The Chevrolet Aveo didn't fare well in testing. The Chevrolet Aveo didn't fare well in testing.

Vehicle safety in MX is 20 years behind

Auto makers' standards upgraded but don't take effect for three years

Outdated automotive manufacturing regulations cost the lives of more than 600 people per year in Mexico, where the most popular cars sold are also the most dangerous.

Manufacturing regulations are 20 years behind when compared to those of the United States or Europe, resulting in poor security measures and design flaws in many of the vehicles sold in Mexico, according to the vehicle safety assessment program Latin NCAP.

The New Car Assessment Program found that the most dangerous models are the Nissan Tsuru and Chevrolet Aveo. Both are also the most popular, according to the Mexican Automotive Industry Association (AMIA).

“We can affirm that safety levels are low and worrying in Mexico,” said the general secretary of Latin NCAP, “particularly when compared with other countries of the region like Argentina or Brazil.

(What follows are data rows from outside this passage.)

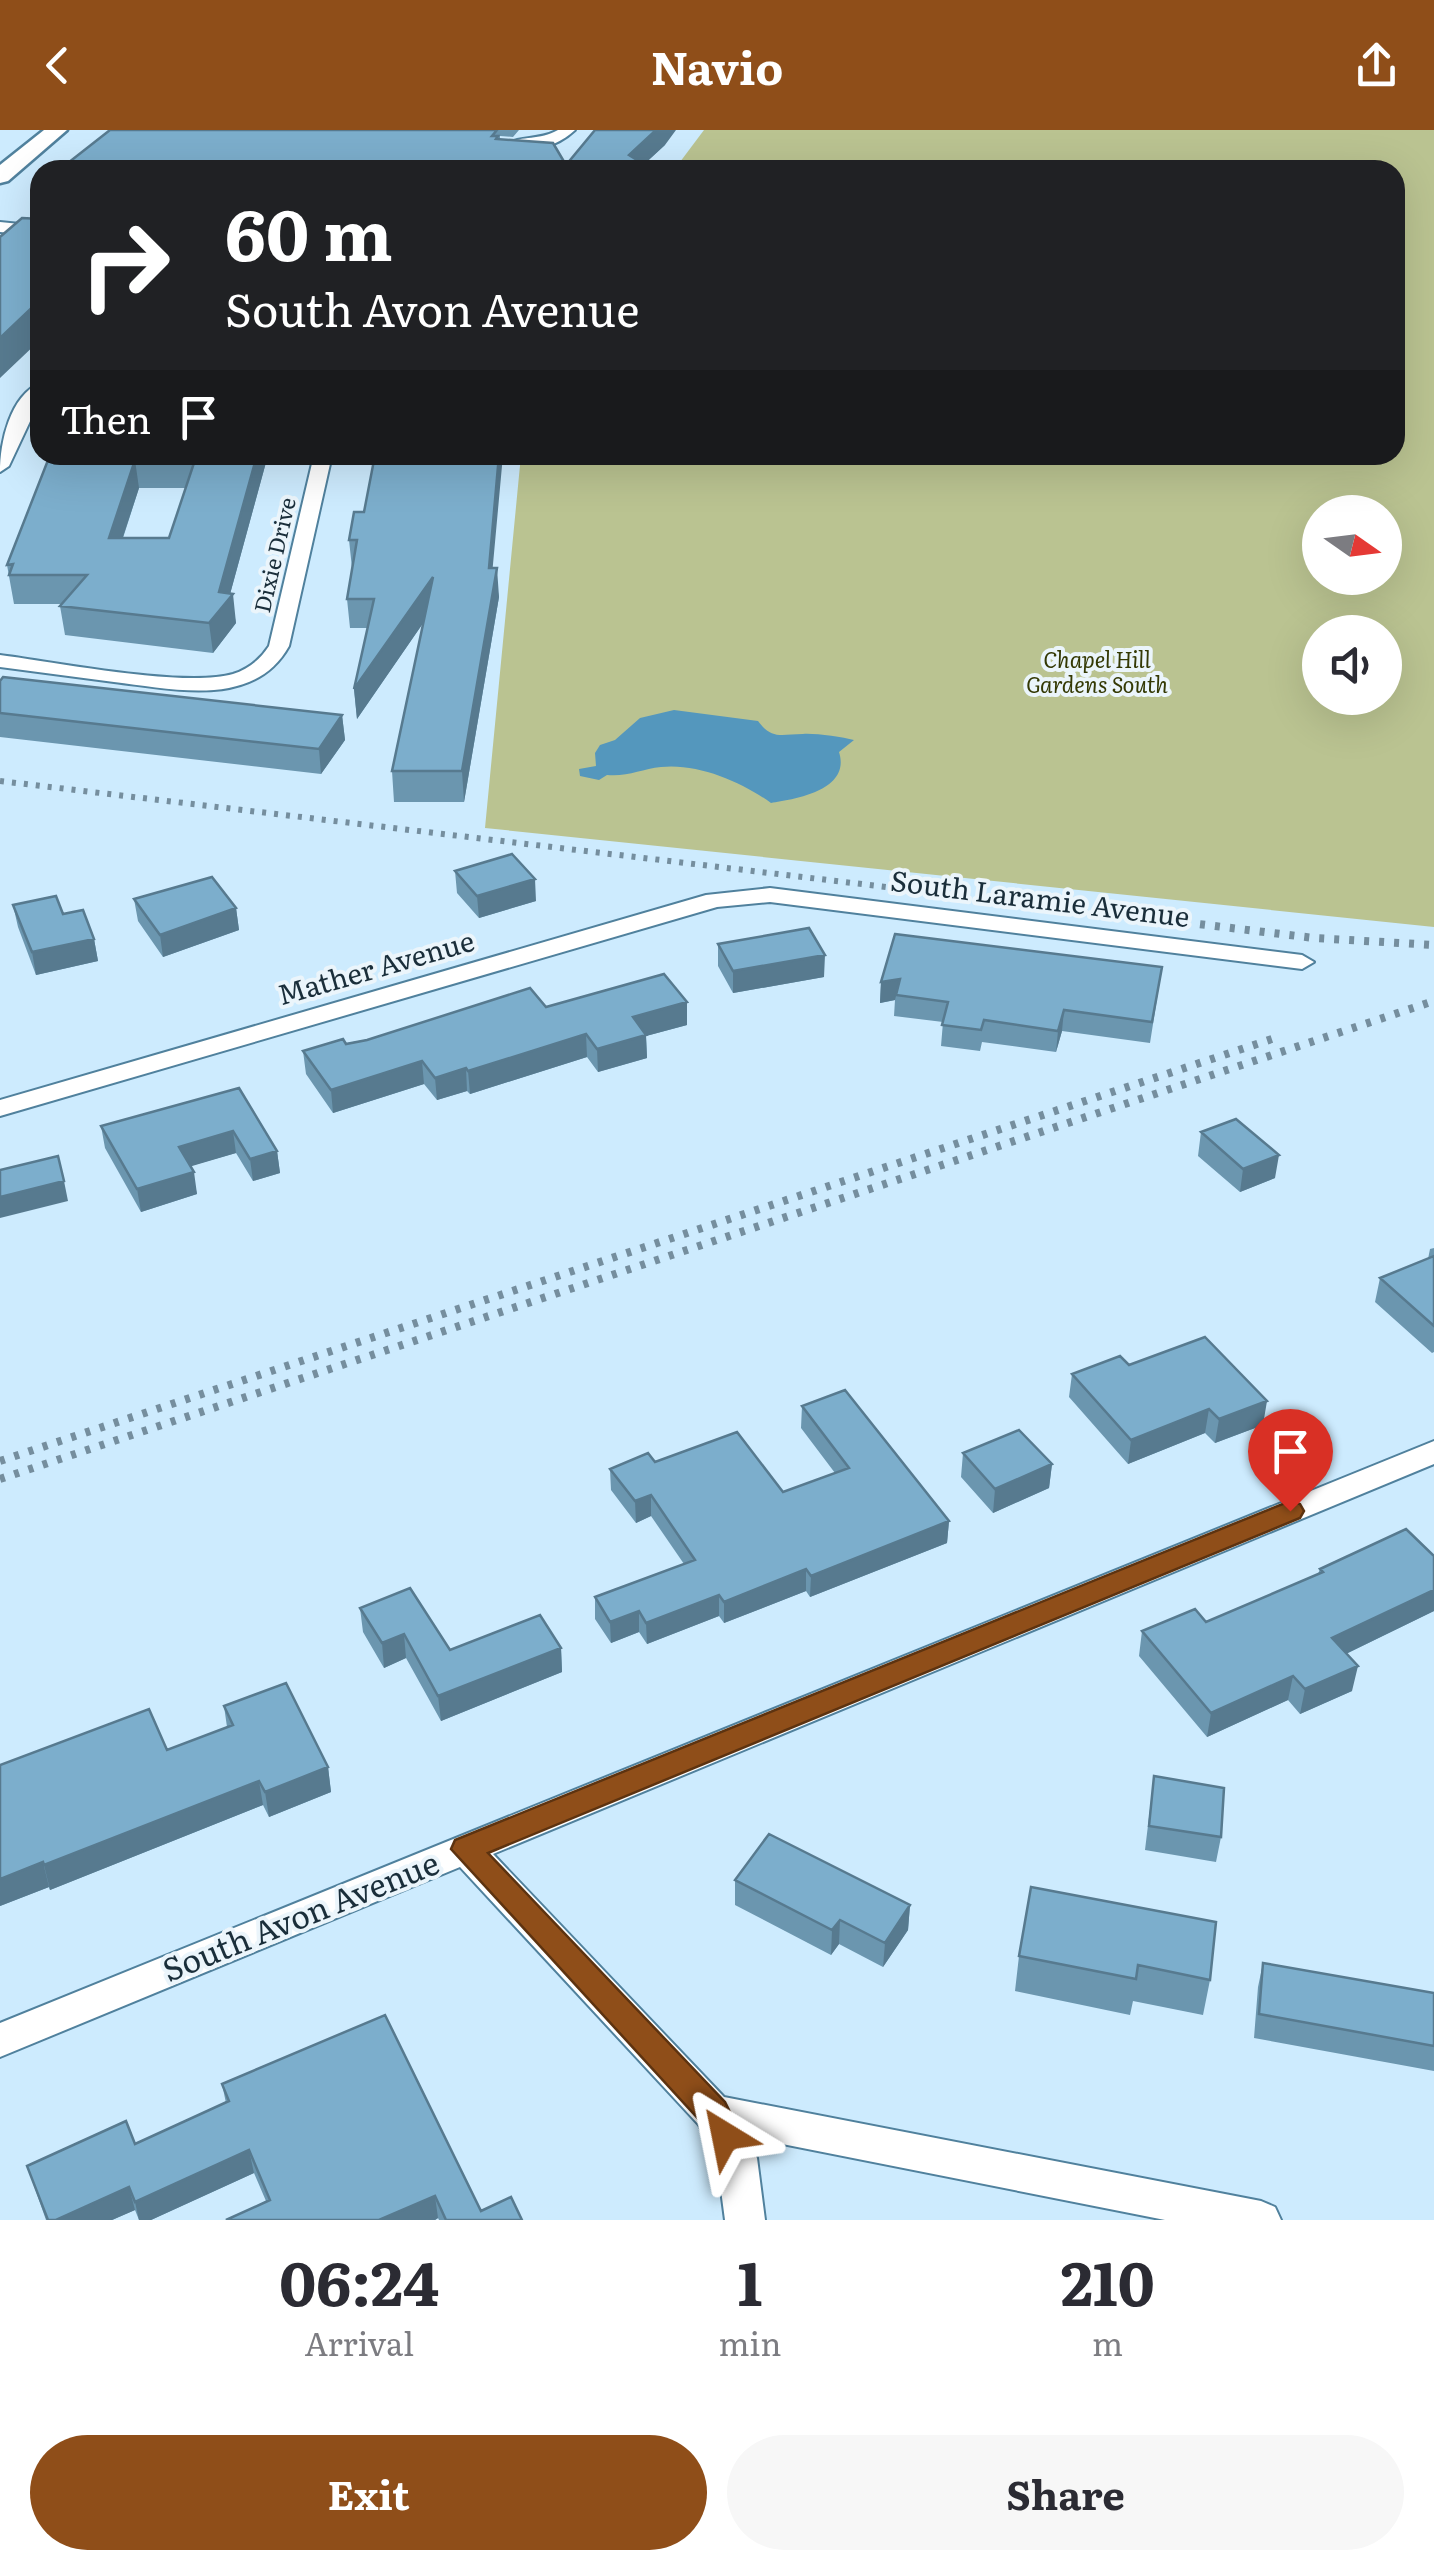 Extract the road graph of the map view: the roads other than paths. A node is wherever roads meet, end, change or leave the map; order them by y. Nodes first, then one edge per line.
1 (57, 130) edge
2 (568, 130) edge
3 (81, 137) dead end
4 (505, 144) edge
5 (52, 160) edge
6 (30, 174) edge
7 (6, 185) edge
8 (0, 227) edge
9 (30, 230) edge
10 (30, 401) edge
11 (321, 465) edge
12 (0, 466) edge
13 (0, 661) edge
14 (770, 895) joint
15 (1302, 962) dead end
16 (0, 1108) edge
17 (1434, 1452) edge
18 (466, 1849) junction
19 (0, 2040) edge
20 (714, 2113) junction
21 (745, 2220) edge
22 (1261, 2220) edge

1 - 7 street
2 - 4 street
3 - 5 street
6 - 7 street
8 - 9 street
10 - 12 street
11 - 13 street, Dixie Drive
14 - 15 street, South Laramie Avenue
14 - 16 street, Mather Avenue
17 - 18 street, South Avon Avenue
18 - 19 street, South Avon Avenue
18 - 20 street
20 - 21 street
20 - 22 street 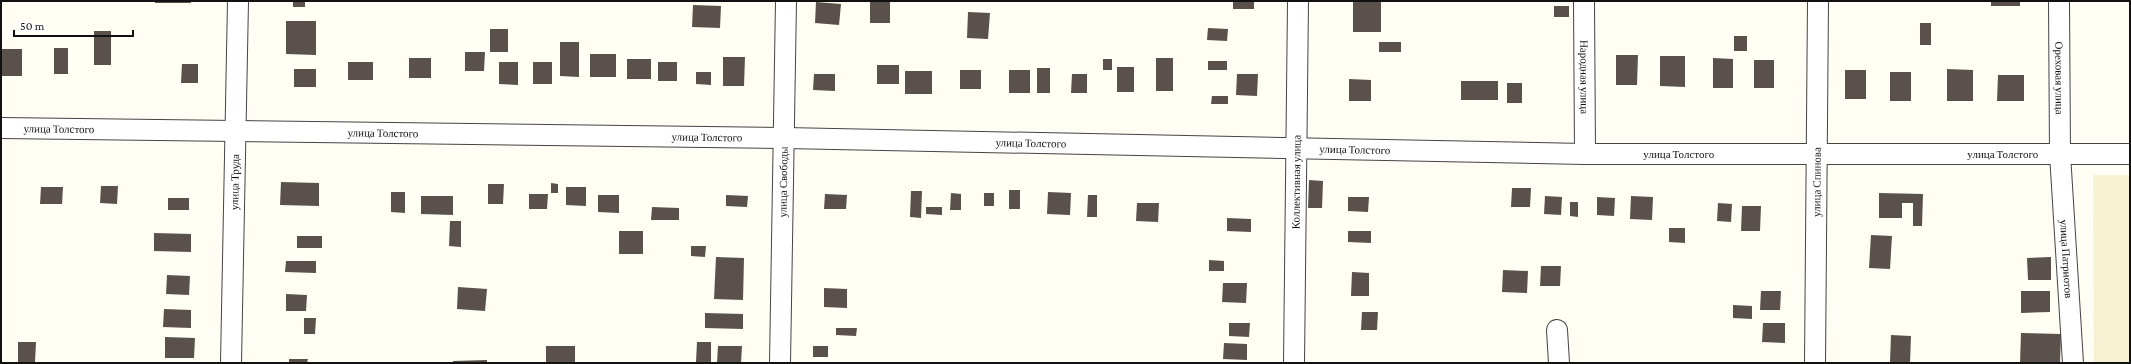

“Today,” said Alejandro Furas, “Mexico is demanding less in vehicular safety than Europe did 20 years ago.”

Until now, auto makers were not legally required to improve the quality of their products because there were no regulatory standards in place, and entities such as the consumer protection agency Profeco or the Mexican Automotive Dealers Association (AMDA) weren’t responsible for enforcing any such standards.

After a tally of over 4,000 deaths between 2007 and 2012 that were caused by poor vehicle safety, the federal government has issued an official Mexican standard that demands that assemblers make use of available technologies to guarantee maximum safety for car owners and their passengers.

According to the recently published standard, new vehicles sold in Mexico must have an ABS braking system, airbags and a dashboard reminder to wear seatbelts, among other stipulations.

However, while all auto makers in Mexico must comply with the standard, it doesn’t take effect until 2019, which surprised and disappointed representatives of Latin NCAP.

The consumer advocacy organization believes the three-year period to be unnecessary on the grounds that the Mexican automotive industry is capable of complying with the new standard immediately. It already exports vehicles to the United States and Europe, whose safety requirements are similar.

“It is sad that the Mexican government didn’t hear the voice of the consumers of Mexico, and the important opinion of the Health Secretariat, who demanded better safety levels be applied as soon as possible,” said Furas.

“It is even worse to see how the Mexican government accepts the automotive industry’s stalling strategies. Many Mexican lives will be lost due to this delay.”